As of 2012, T-Systems was the largest German and one of the largest European IT services companies, serving customers such as WestLB, Old Mutual, Daimler, Volkswagen, Royal Dutch Shell, Sanlam, Murray & Roberts, BP, TUI AG, De Agostini, Philips, MAN SE, Airbus, E.ON. and British American Tobacco.
The company operates in more than 20 countries and in 2015 employed 45,990 people, in 2003 were approximately 50,000 people worldwide, among them around 27,000 in Germany and 23,000 outside. Beginning in December 2007 Reinhard Clemens was the CEO. Before that, he had been president of EDS (now HP Enterprise Services) Germany since 2003. Since January 2018 Adel Al-Saleh has been the CEO of T-Systems.

In June 2018, T-Systems announced it will cut 10,000 jobs in 3 years, including 6,000 in Germany, with the hope of returning the company to profitability.

History

T-Systems was founded in 2000, when Deutsche Telekom acquired a 50.1% stake of debis Systemhaus, one of the largest IT services companies in Germany at the time.
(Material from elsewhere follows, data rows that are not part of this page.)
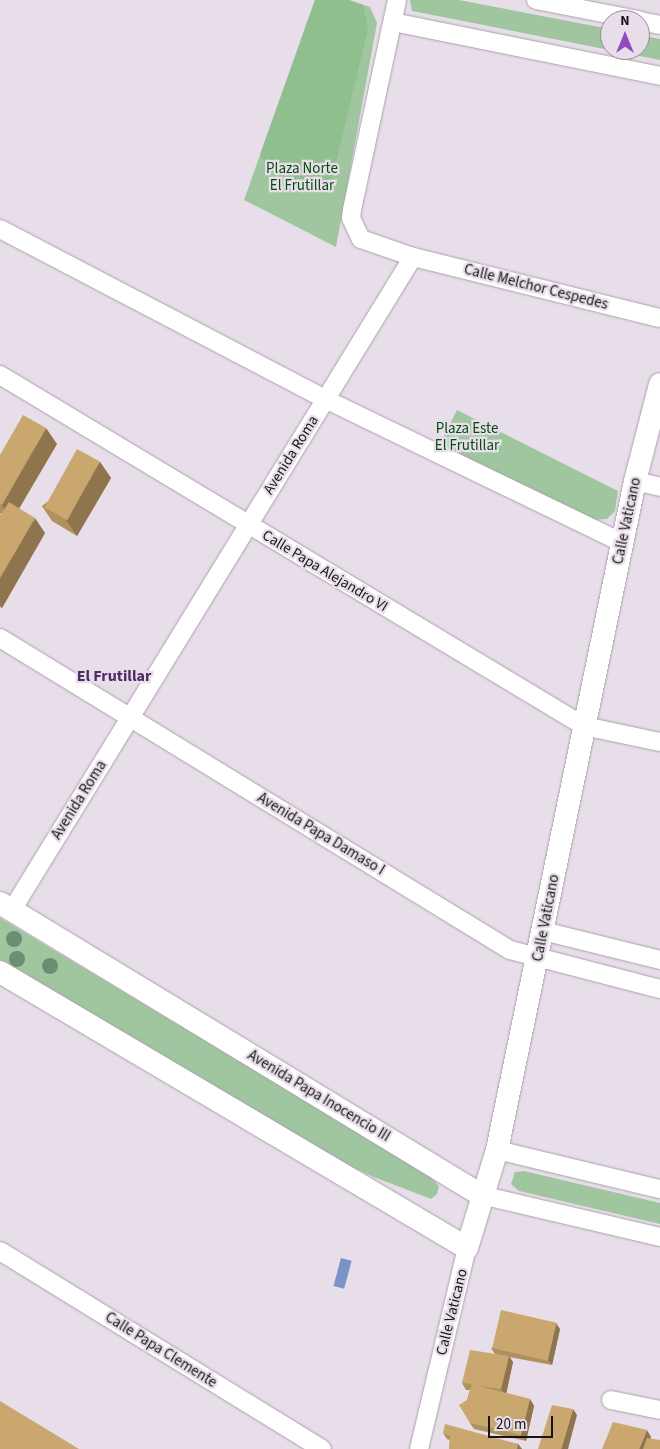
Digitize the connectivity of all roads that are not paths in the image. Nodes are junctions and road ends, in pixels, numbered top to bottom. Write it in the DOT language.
graph roads {
  1 [pos="536,0"];
  2 [pos="393,1"];
  3 [pos="584,4"];
  4 [pos="605,10"];
  5 [pos="392,22"];
  6 [pos="660,76"];
  7 [pos="0,230"];
  8 [pos="413,257"];
  9 [pos="660,318"];
  10 [pos="0,375"];
  11 [pos="660,384"];
  12 [pos="325,400"];
  13 [pos="635,482"];
  14 [pos="660,486"];
  15 [pos="248,525"];
  16 [pos="622,543"];
  17 [pos="0,638"];
  18 [pos="130,718"];
  19 [pos="584,726"];
  20 [pos="660,742"];
  21 [pos="6,907"];
  22 [pos="544,931"];
  23 [pos="538,959"];
  24 [pos="660,960"];
  25 [pos="0,972"];
  26 [pos="660,989"];
  27 [pos="497,1150"];
  28 [pos="660,1189"];
  29 [pos="481,1195"];
  30 [pos="660,1236"];
  31 [pos="468,1248"];
  32 [pos="0,1251"];
  33 [pos="611,1400"];
  34 [pos="660,1410"];
  35 [pos="322,1449"];
  36 [pos="419,1449"];
  1 -- 3 [label="street"];
  2 -- 5 [label="street"];
  3 -- 4 [label="street"];
  5 -- 6 [label="street"];
  5 -- 8 [label="street"];
  7 -- 12 [label="street"];
  8 -- 9 [label="street, Calle Melchor Cespedes"];
  8 -- 12 [label="street, Avenida Roma"];
  10 -- 15 [label="street, Calle Papa Alejandro VI"];
  11 -- 13 [label="street, Calle Vaticano"];
  12 -- 15 [label="street, Avenida Roma"];
  12 -- 16 [label="street"];
  13 -- 14 [label="street"];
  13 -- 16 [label="street, Calle Vaticano"];
  15 -- 18 [label="street, Avenida Roma"];
  15 -- 19 [label="street, Calle Papa Alejandro VI"];
  16 -- 19 [label="street, Calle Vaticano"];
  17 -- 18 [label="street, Avenida Papa Damaso I"];
  18 -- 21 [label="street, Avenida Roma"];
  18 -- 23 [label="street, Avenida Papa Damaso I"];
  19 -- 20 [label="street, Calle Papa Alejandro VI"];
  19 -- 22 [label="street, Calle Vaticano"];
  21 -- 29 [label="street, Avenida Papa Inocencio III"];
  22 -- 23 [label="street, Calle Vaticano"];
  22 -- 24 [label="street"];
  23 -- 26 [label="street, Avenida Papa Damaso I"];
  23 -- 27 [label="street, Calle Vaticano"];
  25 -- 31 [label="street"];
  27 -- 28 [label="street"];
  27 -- 29 [label="street, Calle Vaticano"];
  29 -- 30 [label="street, Avenida Papa Inocencio III"];
  29 -- 31 [label="street, Calle Vaticano"];
  31 -- 36 [label="street, Calle Vaticano"];
  32 -- 35 [label="street, Calle Papa Clemente"];
  33 -- 34 [label="street"];
}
Most of Deutsche Telekom's existing service and IT businesses were then merged and incorporated under the control of one single company, the newly founded T-Systems. In 2001 T-System's headquarters were moved from Bonn to Frankfurt. In 2002 the remaining 49.9% share of debis Systemhaus was acquired and fully incorporated into T-Systems.

However, the company underwent a leadership crisis during the first years after its creation, due to different agendas of the former debis management and the leadership of the former Telekom subsidiaries. Since then, T-Systems made a number of acquisitions, most notably the purchase of gedas, the IT subsidiary of Volkswagen Group in December 2005. From 2007 to 2018, Reinhard Clemens was T-Systems' CEO. T-Systems also supported the creation of Silicon Saxony, a major IT cluster in Germany.

In 2008 T-Systems and the Cognizant global IT services provider entered into a global alliance. T-Systems' India operations were taken over by Cognizant following this alliance in late March 2008. T-Systems is also working for the German government and a market leader in Germany.

In 2009, T-Systems came with another wing in India (T-Systems ICT India Pvt. Ltd.) to support its global partners. T-Systems ICT India has its head office in Pune and have set up another 'Point of Production' in Bangalore in April 2016 and is expanding to provide its ICT services also to global customers of T-Systems International. Since January 2022, Anant Padmanabhan is the managing director of T-Systems ICT India. Before that, Laszlo Posset managed the company's Indian operations.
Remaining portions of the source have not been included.